Task prompt: Read through the records. Copy each line that has the word "fabs".

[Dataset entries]
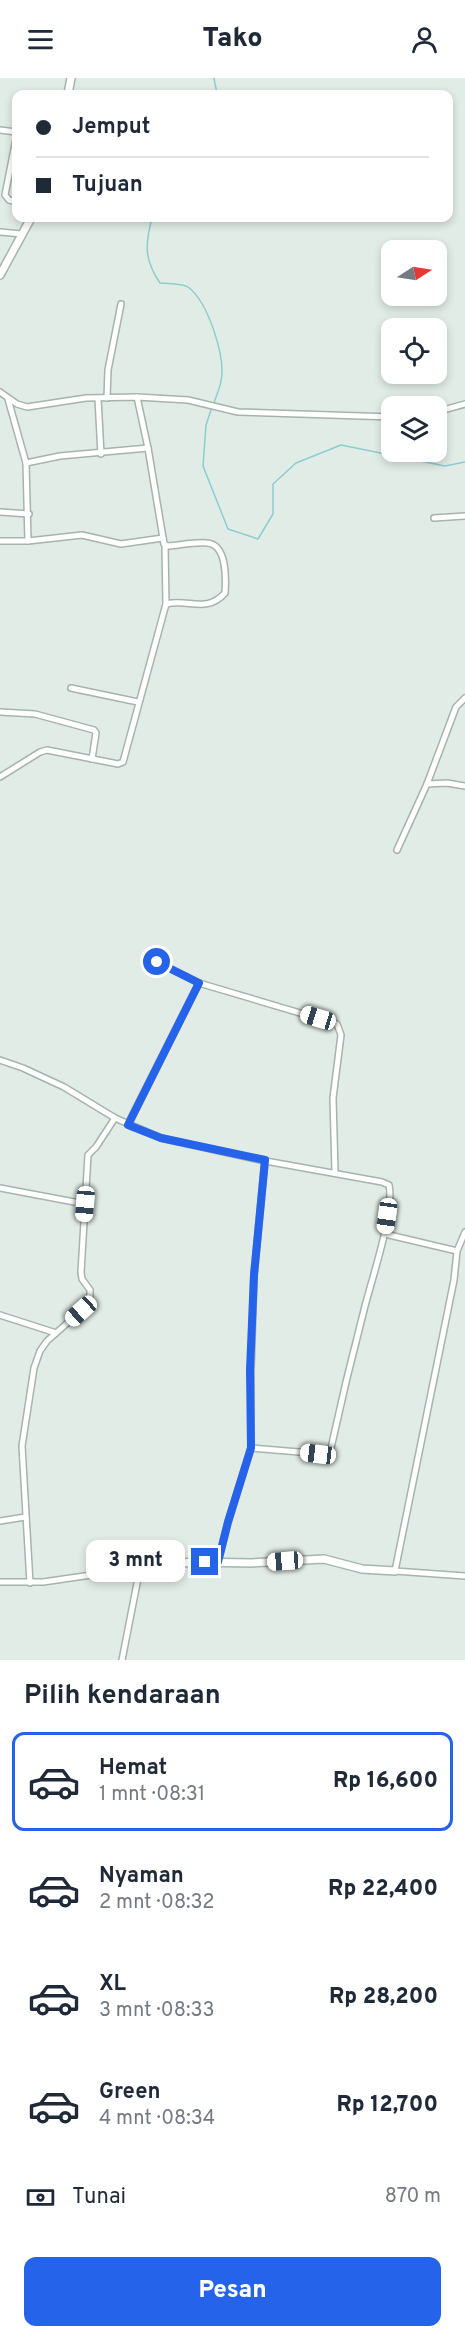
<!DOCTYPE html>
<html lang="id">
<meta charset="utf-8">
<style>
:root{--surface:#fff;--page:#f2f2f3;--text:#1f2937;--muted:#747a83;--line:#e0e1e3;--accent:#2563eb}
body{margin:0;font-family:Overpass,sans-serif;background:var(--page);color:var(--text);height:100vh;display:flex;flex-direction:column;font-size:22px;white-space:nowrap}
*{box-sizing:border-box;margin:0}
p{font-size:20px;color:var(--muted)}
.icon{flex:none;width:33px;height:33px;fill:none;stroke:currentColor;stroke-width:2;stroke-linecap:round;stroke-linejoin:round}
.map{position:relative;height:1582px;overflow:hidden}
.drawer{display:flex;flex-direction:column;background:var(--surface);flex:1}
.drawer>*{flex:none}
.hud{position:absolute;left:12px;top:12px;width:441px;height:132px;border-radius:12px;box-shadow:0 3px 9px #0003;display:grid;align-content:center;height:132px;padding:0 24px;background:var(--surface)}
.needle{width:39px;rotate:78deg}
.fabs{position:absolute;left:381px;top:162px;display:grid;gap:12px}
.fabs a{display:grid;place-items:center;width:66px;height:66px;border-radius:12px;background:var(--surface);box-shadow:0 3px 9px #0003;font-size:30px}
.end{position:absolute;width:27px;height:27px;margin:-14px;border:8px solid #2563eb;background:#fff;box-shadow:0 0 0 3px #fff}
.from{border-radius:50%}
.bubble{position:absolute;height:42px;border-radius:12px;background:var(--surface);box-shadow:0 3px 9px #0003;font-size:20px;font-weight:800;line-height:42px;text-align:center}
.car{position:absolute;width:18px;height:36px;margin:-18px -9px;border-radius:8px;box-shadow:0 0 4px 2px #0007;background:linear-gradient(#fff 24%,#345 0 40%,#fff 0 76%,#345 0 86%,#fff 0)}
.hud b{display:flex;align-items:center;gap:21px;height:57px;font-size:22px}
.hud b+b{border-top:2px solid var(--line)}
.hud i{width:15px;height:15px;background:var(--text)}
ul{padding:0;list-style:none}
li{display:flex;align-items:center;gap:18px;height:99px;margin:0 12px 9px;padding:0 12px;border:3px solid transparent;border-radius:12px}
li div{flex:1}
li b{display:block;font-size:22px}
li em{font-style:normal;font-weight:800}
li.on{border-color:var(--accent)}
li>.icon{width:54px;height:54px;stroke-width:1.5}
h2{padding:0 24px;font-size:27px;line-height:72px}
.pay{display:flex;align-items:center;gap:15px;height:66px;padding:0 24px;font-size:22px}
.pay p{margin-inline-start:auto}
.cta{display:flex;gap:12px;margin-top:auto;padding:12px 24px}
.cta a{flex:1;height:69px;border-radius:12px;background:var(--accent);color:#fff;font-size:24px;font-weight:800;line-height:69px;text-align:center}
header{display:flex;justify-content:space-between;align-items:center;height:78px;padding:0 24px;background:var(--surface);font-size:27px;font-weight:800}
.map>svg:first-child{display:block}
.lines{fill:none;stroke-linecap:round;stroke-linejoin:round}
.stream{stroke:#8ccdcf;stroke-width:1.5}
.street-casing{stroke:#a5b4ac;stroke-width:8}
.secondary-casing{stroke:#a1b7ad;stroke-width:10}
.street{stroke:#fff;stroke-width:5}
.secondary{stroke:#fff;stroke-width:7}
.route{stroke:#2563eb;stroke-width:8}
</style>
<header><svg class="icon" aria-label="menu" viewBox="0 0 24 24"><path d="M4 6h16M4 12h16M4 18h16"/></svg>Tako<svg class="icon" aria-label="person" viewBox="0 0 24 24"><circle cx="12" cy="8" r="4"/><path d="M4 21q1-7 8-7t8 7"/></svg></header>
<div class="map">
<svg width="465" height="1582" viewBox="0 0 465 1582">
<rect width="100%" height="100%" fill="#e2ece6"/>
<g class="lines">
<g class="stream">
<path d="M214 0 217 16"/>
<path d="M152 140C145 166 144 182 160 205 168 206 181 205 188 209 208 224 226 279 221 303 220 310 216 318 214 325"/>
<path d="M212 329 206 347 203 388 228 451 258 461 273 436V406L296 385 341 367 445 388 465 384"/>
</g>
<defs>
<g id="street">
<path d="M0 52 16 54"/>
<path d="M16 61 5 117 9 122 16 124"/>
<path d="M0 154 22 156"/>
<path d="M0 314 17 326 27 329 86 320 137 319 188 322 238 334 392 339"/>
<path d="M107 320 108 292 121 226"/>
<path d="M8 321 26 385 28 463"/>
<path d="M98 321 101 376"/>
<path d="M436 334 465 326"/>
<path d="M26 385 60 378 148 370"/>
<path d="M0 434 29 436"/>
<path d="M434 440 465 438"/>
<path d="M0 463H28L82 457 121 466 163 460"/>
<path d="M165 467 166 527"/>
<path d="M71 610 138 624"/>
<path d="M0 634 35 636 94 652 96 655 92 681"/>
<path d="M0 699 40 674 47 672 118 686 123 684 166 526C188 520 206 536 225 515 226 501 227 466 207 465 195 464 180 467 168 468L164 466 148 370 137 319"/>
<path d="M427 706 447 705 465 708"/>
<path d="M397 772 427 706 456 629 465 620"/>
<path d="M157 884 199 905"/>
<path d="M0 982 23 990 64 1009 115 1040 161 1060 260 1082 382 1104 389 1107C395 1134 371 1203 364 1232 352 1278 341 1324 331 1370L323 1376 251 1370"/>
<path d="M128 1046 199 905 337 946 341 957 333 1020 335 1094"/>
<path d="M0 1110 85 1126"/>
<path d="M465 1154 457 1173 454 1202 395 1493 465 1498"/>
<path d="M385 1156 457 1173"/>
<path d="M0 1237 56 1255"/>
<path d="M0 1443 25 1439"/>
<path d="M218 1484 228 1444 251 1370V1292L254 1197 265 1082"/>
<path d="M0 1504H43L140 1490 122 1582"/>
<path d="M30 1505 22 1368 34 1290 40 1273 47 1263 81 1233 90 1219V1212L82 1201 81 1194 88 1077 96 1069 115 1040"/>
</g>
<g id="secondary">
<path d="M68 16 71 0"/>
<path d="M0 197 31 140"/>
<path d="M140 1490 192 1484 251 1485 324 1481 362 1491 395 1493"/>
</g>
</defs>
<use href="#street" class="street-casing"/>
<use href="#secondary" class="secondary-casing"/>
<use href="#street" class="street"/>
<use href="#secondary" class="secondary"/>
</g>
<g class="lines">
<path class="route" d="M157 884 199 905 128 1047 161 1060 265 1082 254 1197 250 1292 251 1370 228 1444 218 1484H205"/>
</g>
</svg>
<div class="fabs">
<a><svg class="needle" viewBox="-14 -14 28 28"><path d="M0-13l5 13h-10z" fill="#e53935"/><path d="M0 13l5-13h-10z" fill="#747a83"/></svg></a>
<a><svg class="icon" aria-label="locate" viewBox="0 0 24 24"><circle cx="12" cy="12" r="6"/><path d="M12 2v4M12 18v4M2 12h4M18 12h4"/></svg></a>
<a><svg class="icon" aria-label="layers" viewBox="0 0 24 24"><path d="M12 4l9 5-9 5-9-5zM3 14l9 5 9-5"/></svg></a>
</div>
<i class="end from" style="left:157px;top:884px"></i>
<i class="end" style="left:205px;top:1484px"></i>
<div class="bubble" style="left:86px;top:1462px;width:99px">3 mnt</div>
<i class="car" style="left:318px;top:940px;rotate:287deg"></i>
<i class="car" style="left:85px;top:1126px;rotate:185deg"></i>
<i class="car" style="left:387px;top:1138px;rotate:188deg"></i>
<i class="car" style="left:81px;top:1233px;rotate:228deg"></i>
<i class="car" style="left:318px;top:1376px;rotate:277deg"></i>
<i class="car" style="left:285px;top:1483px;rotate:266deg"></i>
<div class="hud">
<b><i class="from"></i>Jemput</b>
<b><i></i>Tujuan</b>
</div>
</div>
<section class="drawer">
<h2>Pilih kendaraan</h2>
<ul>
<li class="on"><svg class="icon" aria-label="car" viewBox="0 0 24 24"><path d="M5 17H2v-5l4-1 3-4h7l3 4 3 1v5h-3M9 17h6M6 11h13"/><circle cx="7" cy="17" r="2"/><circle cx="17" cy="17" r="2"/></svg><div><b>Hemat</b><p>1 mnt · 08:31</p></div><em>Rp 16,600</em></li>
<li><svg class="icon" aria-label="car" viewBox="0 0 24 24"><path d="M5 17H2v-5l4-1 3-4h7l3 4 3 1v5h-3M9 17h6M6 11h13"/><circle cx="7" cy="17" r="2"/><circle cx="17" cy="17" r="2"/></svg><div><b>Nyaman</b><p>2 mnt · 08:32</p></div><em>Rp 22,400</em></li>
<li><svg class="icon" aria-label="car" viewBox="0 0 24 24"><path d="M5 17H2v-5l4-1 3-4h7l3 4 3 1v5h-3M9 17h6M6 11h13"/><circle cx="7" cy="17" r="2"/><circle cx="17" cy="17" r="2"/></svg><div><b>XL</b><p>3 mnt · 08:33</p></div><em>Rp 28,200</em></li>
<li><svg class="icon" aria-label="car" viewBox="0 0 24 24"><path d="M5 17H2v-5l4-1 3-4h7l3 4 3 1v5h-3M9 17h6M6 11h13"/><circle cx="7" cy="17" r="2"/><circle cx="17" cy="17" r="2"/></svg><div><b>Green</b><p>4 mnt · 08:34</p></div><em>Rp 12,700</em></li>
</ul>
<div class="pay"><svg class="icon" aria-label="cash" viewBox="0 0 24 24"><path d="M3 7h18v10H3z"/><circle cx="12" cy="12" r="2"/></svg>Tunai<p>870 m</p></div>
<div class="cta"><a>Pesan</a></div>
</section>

Solution to the problem:
.fabs{position:absolute;left:381px;top:162px;display:grid;gap:12px}
.fabs a{display:grid;place-items:center;width:66px;height:66px;border-radius:12px;background:var(--surface);box-shadow:0 3px 9px #0003;font-size:30px}
<div class="fabs">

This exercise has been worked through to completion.